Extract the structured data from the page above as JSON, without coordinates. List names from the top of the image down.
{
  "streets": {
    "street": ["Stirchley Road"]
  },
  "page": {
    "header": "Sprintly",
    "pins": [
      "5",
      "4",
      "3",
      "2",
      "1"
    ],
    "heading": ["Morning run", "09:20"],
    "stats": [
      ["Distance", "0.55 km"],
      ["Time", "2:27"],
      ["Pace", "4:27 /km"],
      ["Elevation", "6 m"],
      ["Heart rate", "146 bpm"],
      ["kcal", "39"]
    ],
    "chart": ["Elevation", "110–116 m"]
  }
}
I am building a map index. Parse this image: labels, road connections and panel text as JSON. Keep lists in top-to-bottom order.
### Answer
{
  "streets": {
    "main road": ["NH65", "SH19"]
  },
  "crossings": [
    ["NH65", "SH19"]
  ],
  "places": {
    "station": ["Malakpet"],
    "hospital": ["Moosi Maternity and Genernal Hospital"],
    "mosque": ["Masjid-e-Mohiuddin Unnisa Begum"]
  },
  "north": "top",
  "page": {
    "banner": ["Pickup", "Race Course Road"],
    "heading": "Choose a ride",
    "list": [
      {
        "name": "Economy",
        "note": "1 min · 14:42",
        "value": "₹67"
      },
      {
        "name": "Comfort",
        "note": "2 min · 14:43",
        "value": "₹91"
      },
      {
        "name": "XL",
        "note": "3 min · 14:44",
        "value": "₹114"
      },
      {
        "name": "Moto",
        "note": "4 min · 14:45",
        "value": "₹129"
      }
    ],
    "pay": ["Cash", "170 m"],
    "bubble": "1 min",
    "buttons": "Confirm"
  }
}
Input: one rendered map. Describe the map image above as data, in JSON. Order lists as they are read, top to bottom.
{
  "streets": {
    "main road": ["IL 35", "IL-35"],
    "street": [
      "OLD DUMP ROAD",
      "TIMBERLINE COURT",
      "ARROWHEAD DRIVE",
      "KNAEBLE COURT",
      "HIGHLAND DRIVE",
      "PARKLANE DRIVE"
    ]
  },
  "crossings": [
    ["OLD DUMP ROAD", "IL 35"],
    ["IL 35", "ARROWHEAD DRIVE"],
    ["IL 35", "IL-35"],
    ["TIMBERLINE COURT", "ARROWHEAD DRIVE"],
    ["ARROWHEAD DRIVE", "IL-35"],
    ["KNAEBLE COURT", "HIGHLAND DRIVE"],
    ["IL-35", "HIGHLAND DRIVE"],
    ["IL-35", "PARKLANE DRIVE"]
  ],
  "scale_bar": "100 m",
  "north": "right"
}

+--

Please copy out each entry exactly as it appears above.

Extract the structured data from the page above as JSON, without coordinates. List names from the top of the image down.
{
  "streets": {
    "street": ["Stirchley Road"]
  },
  "page": {
    "header": "Sprintly",
    "pins": [
      "5",
      "4",
      "3",
      "2",
      "1"
    ],
    "heading": ["Morning run", "09:20"],
    "stats": [
      ["Distance", "0.55 km"],
      ["Time", "2:27"],
      ["Pace", "4:27 /km"],
      ["Elevation", "6 m"],
      ["Heart rate", "146 bpm"],
      ["kcal", "39"]
    ],
    "chart": ["Elevation", "110–116 m"]
  }
}
I am building a map index. Parse this image: labels, road connections and panel text as JSON. Keep lists in top-to-bottom order.
### Answer
{
  "streets": {
    "main road": ["NH65", "SH19"]
  },
  "crossings": [
    ["NH65", "SH19"]
  ],
  "places": {
    "station": ["Malakpet"],
    "hospital": ["Moosi Maternity and Genernal Hospital"],
    "mosque": ["Masjid-e-Mohiuddin Unnisa Begum"]
  },
  "north": "top",
  "page": {
    "banner": ["Pickup", "Race Course Road"],
    "heading": "Choose a ride",
    "list": [
      {
        "name": "Economy",
        "note": "1 min · 14:42",
        "value": "₹67"
      },
      {
        "name": "Comfort",
        "note": "2 min · 14:43",
        "value": "₹91"
      },
      {
        "name": "XL",
        "note": "3 min · 14:44",
        "value": "₹114"
      },
      {
        "name": "Moto",
        "note": "4 min · 14:45",
        "value": "₹129"
      }
    ],
    "pay": ["Cash", "170 m"],
    "bubble": "1 min",
    "buttons": "Confirm"
  }
}
Input: one rendered map. Describe the map image above as data, in JSON. Order lists as they are read, top to bottom.
{
  "streets": {
    "main road": ["IL 35", "IL-35"],
    "street": [
      "OLD DUMP ROAD",
      "TIMBERLINE COURT",
      "ARROWHEAD DRIVE",
      "KNAEBLE COURT",
      "HIGHLAND DRIVE",
      "PARKLANE DRIVE"
    ]
  },
  "crossings": [
    ["OLD DUMP ROAD", "IL 35"],
    ["IL 35", "ARROWHEAD DRIVE"],
    ["IL 35", "IL-35"],
    ["TIMBERLINE COURT", "ARROWHEAD DRIVE"],
    ["ARROWHEAD DRIVE", "IL-35"],
    ["KNAEBLE COURT", "HIGHLAND DRIVE"],
    ["IL-35", "HIGHLAND DRIVE"],
    ["IL-35", "PARKLANE DRIVE"]
  ],
  "scale_bar": "100 m",
  "north": "right"
}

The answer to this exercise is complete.